Dust, smog, carbon dioxide, CO, nitrogen oxides, hydrocarbons, and other organic compounds are all environmental pollutants41. In 2020, Meo et al. reported that environmental pollution has developed into a dangerous situation that can cause significant and widespread damage to the regional environment and human health42. Environmental pollution and weather conditions exert a non-negligible impact on health and disease patterns43. CO can act as a carrier of infectious agents while impairing the body’s immunity and making it more susceptible to pathogens44. A study conducted on the New Crown outbreak reported that CO concentrations were significantly and positively associated with the number of cases and mortality45. Similarly, several studies have found that exposure to NO2 is associated with lung inflammation and functional abnormalities46,47,48, increased susceptibility to respiratory infections49, lymphocytopenia, and decreased number of lymphocyte subsets50,51. A clear relationship exists between the effects of NO2 on B cells and lymphocytes. Repeated exposure to NO2 also decreases the number of B cells, natural killer cells, and peripheral blood lymphocytes even in healthy adults52. Altogether, these findings confirm the negative effects of NO2 exposure on body-related immune functions. Several studies have confirmed that high NO2 exposure decreases glutathione GSH concentrations53, whereas glutathione has an inhibitory effect on the release of inflammatory mediators as well as an antioxidant and metabolism-promoting effect. When GSH levels gradually decrease, the risk of infection increases.

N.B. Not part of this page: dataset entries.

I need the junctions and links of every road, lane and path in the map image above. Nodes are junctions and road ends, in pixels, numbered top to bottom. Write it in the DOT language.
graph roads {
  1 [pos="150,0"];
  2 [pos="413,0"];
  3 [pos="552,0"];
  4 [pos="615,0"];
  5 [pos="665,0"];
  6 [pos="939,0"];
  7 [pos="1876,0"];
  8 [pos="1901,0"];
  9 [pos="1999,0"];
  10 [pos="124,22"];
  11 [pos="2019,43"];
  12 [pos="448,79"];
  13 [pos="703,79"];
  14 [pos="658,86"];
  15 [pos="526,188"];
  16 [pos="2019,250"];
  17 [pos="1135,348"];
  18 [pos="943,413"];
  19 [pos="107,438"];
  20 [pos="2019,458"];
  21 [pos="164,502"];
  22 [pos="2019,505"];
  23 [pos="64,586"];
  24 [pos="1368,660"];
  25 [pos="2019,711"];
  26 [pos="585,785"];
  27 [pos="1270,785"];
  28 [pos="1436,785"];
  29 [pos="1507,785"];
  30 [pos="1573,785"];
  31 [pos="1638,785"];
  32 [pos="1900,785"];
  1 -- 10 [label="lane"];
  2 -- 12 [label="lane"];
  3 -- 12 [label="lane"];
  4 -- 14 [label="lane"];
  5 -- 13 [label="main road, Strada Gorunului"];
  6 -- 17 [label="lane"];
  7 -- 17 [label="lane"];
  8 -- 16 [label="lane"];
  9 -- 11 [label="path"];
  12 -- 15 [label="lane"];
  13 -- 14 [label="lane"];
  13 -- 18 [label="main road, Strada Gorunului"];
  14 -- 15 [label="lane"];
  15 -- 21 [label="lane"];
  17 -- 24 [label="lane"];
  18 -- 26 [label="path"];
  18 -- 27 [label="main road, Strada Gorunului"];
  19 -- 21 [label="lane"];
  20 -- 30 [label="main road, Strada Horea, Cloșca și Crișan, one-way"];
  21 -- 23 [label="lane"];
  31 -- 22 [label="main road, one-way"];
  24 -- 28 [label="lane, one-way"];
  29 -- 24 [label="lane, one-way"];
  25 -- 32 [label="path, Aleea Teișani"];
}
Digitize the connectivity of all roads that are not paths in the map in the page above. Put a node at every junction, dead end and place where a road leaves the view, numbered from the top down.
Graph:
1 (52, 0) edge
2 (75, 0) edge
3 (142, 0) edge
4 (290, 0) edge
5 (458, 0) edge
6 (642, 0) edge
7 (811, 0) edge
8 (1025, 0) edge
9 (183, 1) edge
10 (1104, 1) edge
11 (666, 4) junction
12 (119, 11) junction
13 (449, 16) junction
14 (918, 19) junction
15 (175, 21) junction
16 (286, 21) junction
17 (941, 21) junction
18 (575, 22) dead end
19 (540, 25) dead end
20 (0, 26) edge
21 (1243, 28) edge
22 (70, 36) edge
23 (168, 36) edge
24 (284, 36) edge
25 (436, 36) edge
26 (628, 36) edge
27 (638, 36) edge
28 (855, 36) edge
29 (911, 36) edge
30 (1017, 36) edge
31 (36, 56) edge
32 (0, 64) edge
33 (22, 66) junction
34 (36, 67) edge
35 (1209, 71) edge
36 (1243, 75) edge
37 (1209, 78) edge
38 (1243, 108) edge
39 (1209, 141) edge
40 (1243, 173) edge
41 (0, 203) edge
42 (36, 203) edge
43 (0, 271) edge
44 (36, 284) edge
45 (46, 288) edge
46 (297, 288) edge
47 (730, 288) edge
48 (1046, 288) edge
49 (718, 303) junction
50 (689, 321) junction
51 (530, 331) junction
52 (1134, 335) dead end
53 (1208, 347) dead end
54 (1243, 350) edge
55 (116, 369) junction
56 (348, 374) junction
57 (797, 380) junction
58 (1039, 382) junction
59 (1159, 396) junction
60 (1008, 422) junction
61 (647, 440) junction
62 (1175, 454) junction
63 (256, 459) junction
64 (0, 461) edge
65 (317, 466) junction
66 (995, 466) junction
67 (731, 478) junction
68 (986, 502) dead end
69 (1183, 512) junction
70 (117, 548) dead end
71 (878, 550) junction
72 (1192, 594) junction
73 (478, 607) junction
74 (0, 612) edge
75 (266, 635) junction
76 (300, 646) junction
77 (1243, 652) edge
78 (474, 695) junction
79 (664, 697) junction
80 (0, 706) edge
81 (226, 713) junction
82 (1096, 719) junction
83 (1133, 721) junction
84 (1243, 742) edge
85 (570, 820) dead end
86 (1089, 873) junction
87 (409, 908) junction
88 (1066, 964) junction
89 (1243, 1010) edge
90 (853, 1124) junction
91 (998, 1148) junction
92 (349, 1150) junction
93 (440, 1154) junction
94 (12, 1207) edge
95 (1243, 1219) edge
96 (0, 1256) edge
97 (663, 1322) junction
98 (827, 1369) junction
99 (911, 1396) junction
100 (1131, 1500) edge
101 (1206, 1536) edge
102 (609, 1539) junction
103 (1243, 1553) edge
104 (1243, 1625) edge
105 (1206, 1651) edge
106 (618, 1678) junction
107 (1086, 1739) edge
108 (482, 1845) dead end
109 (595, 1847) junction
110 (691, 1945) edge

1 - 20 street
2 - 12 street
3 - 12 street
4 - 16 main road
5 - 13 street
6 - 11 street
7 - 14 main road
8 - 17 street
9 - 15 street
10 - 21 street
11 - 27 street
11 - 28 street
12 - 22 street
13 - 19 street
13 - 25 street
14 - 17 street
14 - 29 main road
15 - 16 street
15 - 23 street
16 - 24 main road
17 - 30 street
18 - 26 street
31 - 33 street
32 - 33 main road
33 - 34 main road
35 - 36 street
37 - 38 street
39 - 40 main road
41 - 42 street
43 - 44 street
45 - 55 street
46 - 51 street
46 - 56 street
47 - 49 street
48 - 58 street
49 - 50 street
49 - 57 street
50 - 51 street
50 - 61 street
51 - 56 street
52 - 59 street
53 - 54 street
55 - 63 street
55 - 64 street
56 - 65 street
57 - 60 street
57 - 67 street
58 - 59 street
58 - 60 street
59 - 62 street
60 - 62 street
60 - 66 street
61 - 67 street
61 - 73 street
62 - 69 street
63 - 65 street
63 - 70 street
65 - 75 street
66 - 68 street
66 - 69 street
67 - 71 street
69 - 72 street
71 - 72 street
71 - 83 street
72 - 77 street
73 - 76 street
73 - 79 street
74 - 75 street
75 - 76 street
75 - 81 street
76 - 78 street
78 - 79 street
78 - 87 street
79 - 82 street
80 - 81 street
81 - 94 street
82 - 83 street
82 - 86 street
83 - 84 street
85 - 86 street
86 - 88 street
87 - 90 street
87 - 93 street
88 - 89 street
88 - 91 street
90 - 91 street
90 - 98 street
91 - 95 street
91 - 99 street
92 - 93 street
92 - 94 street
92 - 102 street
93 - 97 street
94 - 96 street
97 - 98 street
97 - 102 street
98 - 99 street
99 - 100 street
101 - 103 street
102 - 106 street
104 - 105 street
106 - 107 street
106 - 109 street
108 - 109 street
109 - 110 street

In conclusion, environmental pollution can promote the migration of microorganisms and increase their chances of entering the human body54,55. Environmental pollutants weaken people’s immunity, making them more susceptible to pathogens44.

Shortcomings and prospects

This study had several shortcomings. First, the data sample size was small, and only hospitalized patients with postoperative infections in some hospitals in the Hebei Province and Xinjiang Uygur Autonomous Region were included, which cannot represent all patients with postoperative infections and may lead to biased results. Second, this study was retrospective, and recall and survey bias inevitably exist. Third, due to data limitations, we did not consider confounding factors such as antibiotic usage, occupation, marital status, place of residence, and lifestyle. Antibiotic use, in particular, is a critical factor influencing postoperative infections and antimicrobial resistance (AMR), and its exclusion may limit the comprehensiveness of our findings. Fourth, we did not incorporate meteorological factors (e.g., temperature, humidity) into the distributed lag nonlinear model (DLNM), which may also limit the comprehensive assessment of the relationship between air pollution and postoperative infections. Fifth, due to legal regulations and technical limitations, we were unable to include a map of the study areas in the research, which may affect readers’ intuitive understanding of the geographical locations and distribution of the study regions.Therefore, future studies need to comprehensively collect various types of factors to further validate the relationship between air pollution and postoperative infections and to explore the mechanisms through which air pollution influences the occurrence of postoperative infections.

Conclusion

No statistically significant differences in sex and age distribution in the Hebei Province and Xinjiang Uygur Autonomous Region were observed, and the incidence of postoperative infections was higher in males than in females. Every 0.1 mg/m3 increase in CO concentration and every 10 μg/m3 increase in NO2 concentration in the Hebei Province and Xinjiang Uygur Autonomous Region increased the risk of hospitalization for postoperative infections.